So a story.  This past winter, a number of us gathered at Olin-Sang-Ruby Union Institute, at OSRUI, our camp on the shores of Lac LaBelle, for our annual Congregational Family Retreat.  We had come together over a Shabbat, over a weekend, congregants of all ages, to learn and discuss what our Director of Life Long Learning, Amy Kazilsky, and I called “Adam, Adamah, and Adonai:  The Relationship Between Humans, Nature, and God.”  Yes, we liked the alliteration the Hebrew provided-taken from a title of a book written by Rabbi Jeff Sultar.  More important, however, was the fact that we were blessed with the presence of Phillip Katz, the designer of this beautiful home, and we wanted to study what Judaism teaches about our responsibilities to God’s world and how we were incorporating them into our new home in its architecture and then how we could continue to do so in its use.  And Phillip was a wonderful teacher; he taught but he also challenged.  “What words,” he asked, “would you like above the aron ha-kodesh, above the ark?”

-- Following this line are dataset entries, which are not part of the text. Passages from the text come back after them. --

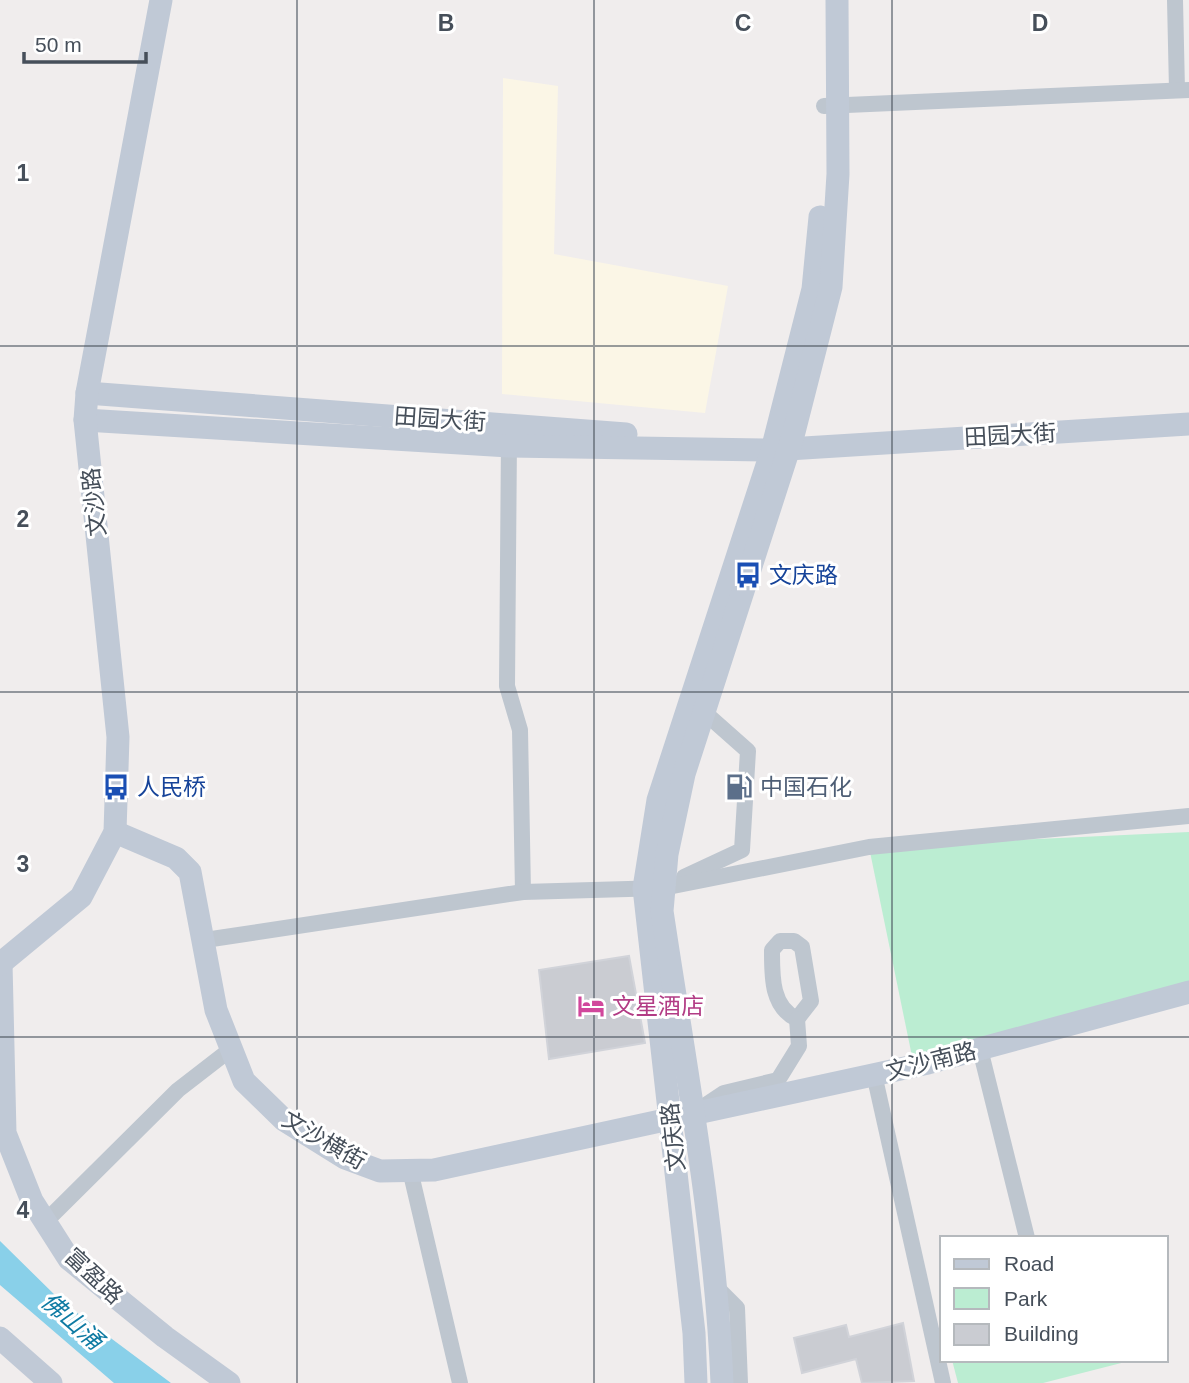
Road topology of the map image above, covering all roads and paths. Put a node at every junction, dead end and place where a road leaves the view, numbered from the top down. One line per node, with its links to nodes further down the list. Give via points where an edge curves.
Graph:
1 (161, 0): 7 (street, 文沙路)
2 (823, 0): 6 (street, 文庆路)
3 (837, 0): 6 (street, 文庆路)
4 (1175, 0): 5 (street)
5 (1183, 90): 6 (street)
6 (831, 106): 11 (street, 文庆路, via 838,174 831,287)
7 (87, 393): 8 (street, 文沙路); 10 (street, 田园大街)
8 (85, 420): 10 (street, 田园大街); 14 (street, 文沙路, via 118,737)
9 (1189, 424): 11 (street, 田园大街)
10 (509, 435): 11 (street, 田园大街); 16 (street, via 508,686 520,730)
11 (779, 444): 12 (street, 文庆路); 15 (street, 文庆路, via 658,800)
12 (704, 712): 15 (street, 文庆路); 15 (street, via 748,751 741,850)
13 (1189, 816): 15 (street, via 869,847)
14 (115, 832): 17 (street, 文沙横街, via 176,858 190,872); 18 (street, 文沙路, via 81,897)
15 (654, 888): 16 (street); 24 (street, 文庆路)
16 (523, 892): 17 (street)
17 (205, 940): 21 (street, 文沙横街, via 216,1010)
18 (1, 964): 26 (street, 富盈路, via 5,1133)
19 (1189, 992): 22 (street, 文沙南路)
20 (797, 1019): 24 (street, via 799,1046 778,1080 724,1093)
21 (231, 1049): 25 (street, 文沙横街, via 244,1081 284,1120 345,1158 380,1171); 26 (street, via 178,1090)
22 (980, 1049): 23 (street, 文沙南路); 27 (street)
23 (874, 1074): 24 (street, 文沙南路); 30 (street)
24 (681, 1116): 25 (street, 文沙横街, via 434,1170); 28 (street, 文庆路); 35 (street, 文庆路)
25 (410, 1170): 34 (street)
26 (45, 1222): 33 (street, 富盈路, via 69,1259 164,1338)
27 (1027, 1236)
28 (714, 1285): 36 (street, 文庆路); 37 (street, via 737,1308)
29 (940, 1300): 30 (street)
30 (926, 1304): 38 (street)
31 (0, 1338): 32 (street)
32 (51, 1383)
33 (229, 1383)
34 (460, 1383)
35 (696, 1383)
36 (722, 1383)
37 (740, 1383)
38 (943, 1383)

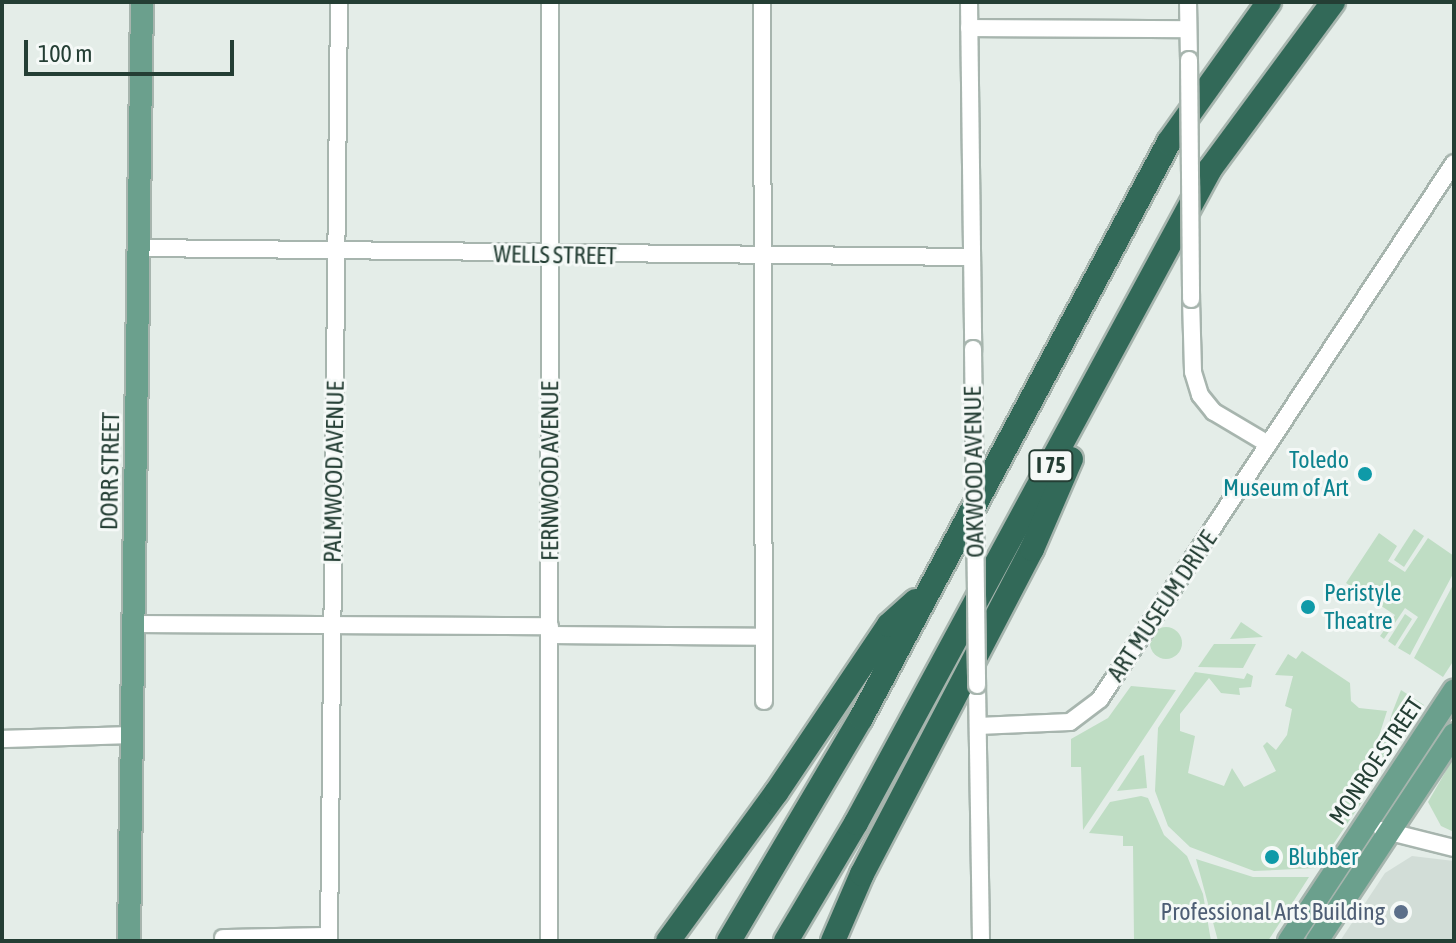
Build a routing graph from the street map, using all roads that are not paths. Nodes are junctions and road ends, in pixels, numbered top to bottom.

Phillip, as you know, I was not thrilled by the question then.  I had wanted that question posed some six years ago, as we began the process of planning this building.  For just as God creates with words-“and God said, ‘Let there be light'”…and there was-so do we. Even the Hebrew word for word reflects creation.  For word in Hebrew is devar-and devar also has the meaning of thing.  Thus devar, word, is a concrete entity, a tangible reality, a building block.  The social construction of reality.  And, for us, hearing is believing.

Still, we who were there at OSRUI, the forty or so of us, talked about an inscription.  One clear possibility was a verse from the 25th chapter of Leviticus-“v-asu li mikdash v’shachanti b’tocham-and let them make Me a sanctuary that I may dwell among them.”  Someone noted that a most traditional inscription above the ark is “Da lifnei mi atah omed-know before Whom you stand.”  Clearly something very important to remember each and every time we enter here to pray.  Someone else suggested the Shema, our proclamation and our mantra, if you will.  Yet another suggested the Priestly Benediction, those words bestowed by Moses and Aaron upon our ancestors in the wilderness of Sinai asking God to bless us and to keep us.  We even worked that weekend at camp on pieces of wood left over from these beams above us placing upon them verses from Torah and from other Jewish sources with artistic reflections which we then brought back here to form an exhibit in our front entryway until it was closed by construction.  Many of you may have seen it.  And it was in those pieces of wood that we found our words, our verse, our inscription.  At first, I thought it was the building creating those words.  But then I remembered Phillip’s early discussions with us, with people talking about warmth and intimacy and light, with the clearly expressed desire to take advantage of this beautiful pastoral setting; with the loudly expressed concern never to close ourselves off from God’s greater world.  I knew then the verse, I knew then the words, and I knew then that those words were in the building blocks of this sacred space.

 

Take a look, above the ark, there, the first three words of the 24th Psalm-“L’Adonai ha-aretz u’melo’ah-The earth is the Eternal’s and all its fullness thereof.”  And the verse continues-“tevel v’yoshvei vah-the world and all who dwell in it.”  We are tenants in God’s garden and our task is to till and to tend, to serve and to guard the bounteous gift of this world.  Our relationship with God is dependent upon our relationship with the world God has lent to us for safekeeping.  And this building is open on all sides to God’s world, its design so conscious of that relationship.  The windows-so many which literally open-east and west, north and south.  The wood.  The stone.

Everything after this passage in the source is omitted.